- **TASK DATA**

------------

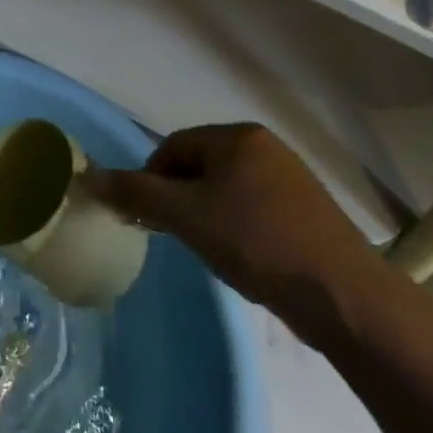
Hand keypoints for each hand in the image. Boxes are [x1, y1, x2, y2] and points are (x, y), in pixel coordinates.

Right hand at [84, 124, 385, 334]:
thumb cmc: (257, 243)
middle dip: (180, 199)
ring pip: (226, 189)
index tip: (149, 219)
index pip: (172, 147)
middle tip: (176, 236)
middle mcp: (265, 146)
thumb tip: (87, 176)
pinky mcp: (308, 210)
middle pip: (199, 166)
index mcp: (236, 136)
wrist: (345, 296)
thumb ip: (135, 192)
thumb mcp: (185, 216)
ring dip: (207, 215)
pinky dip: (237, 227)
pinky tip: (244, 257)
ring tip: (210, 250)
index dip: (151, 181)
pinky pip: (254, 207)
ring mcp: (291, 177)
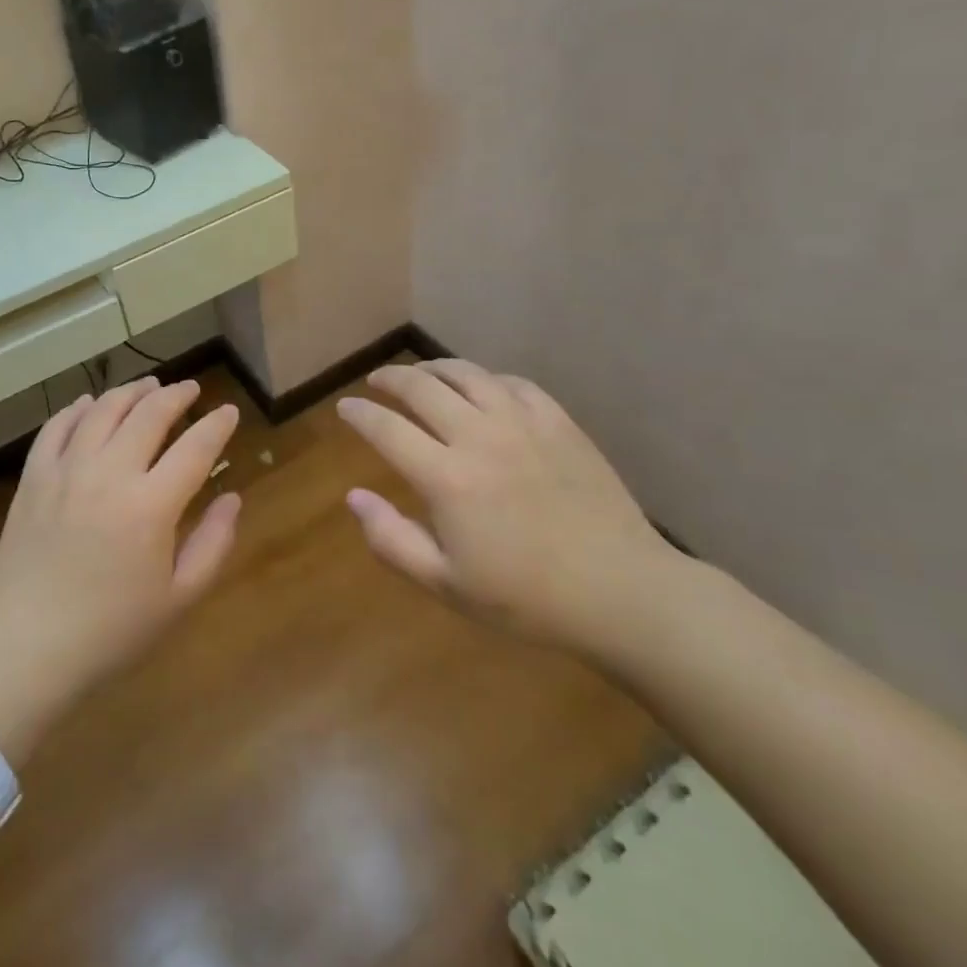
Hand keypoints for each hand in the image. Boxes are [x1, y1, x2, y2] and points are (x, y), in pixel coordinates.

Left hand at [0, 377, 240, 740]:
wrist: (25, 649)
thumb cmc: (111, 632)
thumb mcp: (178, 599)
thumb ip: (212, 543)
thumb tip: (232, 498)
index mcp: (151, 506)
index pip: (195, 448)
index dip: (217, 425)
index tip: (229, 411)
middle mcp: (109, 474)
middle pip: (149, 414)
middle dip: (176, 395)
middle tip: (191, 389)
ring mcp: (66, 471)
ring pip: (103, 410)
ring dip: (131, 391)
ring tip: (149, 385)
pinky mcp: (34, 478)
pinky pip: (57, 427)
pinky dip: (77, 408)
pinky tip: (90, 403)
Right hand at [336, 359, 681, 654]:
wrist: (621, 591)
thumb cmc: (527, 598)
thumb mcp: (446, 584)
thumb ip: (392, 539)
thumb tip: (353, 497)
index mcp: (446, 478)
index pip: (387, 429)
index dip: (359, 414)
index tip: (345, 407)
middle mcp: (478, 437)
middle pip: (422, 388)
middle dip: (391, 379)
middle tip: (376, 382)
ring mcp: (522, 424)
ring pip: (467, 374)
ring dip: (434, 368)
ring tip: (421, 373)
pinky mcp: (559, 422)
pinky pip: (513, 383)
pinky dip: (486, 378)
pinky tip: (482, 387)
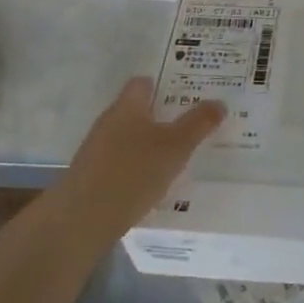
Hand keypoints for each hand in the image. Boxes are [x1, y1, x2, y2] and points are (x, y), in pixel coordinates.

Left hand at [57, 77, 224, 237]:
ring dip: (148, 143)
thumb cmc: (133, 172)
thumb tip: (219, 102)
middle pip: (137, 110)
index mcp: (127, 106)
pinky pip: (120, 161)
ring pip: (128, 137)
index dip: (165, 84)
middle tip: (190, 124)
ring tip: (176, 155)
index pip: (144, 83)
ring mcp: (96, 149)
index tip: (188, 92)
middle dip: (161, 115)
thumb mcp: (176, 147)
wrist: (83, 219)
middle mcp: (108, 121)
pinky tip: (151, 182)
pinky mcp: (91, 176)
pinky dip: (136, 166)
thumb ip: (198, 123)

------------

- **WHAT YOU ARE ASKED TO DO**
Above are the records; print exactly the lines from the line with "thumb tip: (219, 102)" to the line with "pinky mcp: (91, 176)", including both, and nothing else.

- **RESPONSE AREA**
thumb tip: (219, 102)
middle pip: (137, 110)
index mcp: (127, 106)
pinky pip: (120, 161)
ring pip: (128, 137)
index dip: (165, 84)
middle tip: (190, 124)
ring tip: (176, 155)
index pip: (144, 83)
ring mcp: (96, 149)
index tip: (188, 92)
middle dip: (161, 115)
thumb mcp: (176, 147)
wrist: (83, 219)
middle mcp: (108, 121)
pinky tip: (151, 182)
pinky mcp: (91, 176)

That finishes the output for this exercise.